*What needs to be done*: Your response should be every line from the entries that includes the string "nodes".
[Material provided — start]
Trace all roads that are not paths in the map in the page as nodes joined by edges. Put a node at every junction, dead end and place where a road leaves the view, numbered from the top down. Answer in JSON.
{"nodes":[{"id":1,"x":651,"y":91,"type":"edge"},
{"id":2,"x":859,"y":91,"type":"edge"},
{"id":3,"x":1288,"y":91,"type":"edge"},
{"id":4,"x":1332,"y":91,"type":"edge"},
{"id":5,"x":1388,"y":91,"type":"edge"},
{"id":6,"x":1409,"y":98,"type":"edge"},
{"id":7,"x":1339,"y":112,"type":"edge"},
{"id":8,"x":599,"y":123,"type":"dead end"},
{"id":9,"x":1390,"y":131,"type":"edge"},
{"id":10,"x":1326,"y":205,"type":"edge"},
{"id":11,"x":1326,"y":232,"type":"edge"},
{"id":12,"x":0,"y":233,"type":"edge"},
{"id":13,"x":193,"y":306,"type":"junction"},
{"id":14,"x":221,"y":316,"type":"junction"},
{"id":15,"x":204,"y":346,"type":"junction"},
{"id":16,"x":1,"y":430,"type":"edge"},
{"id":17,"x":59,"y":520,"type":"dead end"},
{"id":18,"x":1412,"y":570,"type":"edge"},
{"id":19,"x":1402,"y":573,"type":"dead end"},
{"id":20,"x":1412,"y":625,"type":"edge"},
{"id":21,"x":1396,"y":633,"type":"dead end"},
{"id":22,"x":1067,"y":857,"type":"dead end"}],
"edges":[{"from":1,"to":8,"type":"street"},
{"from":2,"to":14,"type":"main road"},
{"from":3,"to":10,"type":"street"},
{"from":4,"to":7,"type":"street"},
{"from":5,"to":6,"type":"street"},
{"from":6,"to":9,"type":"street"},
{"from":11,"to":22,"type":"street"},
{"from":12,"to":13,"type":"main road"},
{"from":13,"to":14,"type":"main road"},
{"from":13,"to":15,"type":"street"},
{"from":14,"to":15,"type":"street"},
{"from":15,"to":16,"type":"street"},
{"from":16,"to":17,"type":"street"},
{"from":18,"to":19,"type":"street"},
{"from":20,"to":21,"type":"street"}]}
[Material provided — finish]
*Solved problem*:
Trace all roads that are not paths in the map in the page as nodes joined by edges. Put a node at every junction, dead end and place where a road leaves the view, numbered from the top down. Answer in JSON.
{"nodes":[{"id":1,"x":651,"y":91,"type":"edge"},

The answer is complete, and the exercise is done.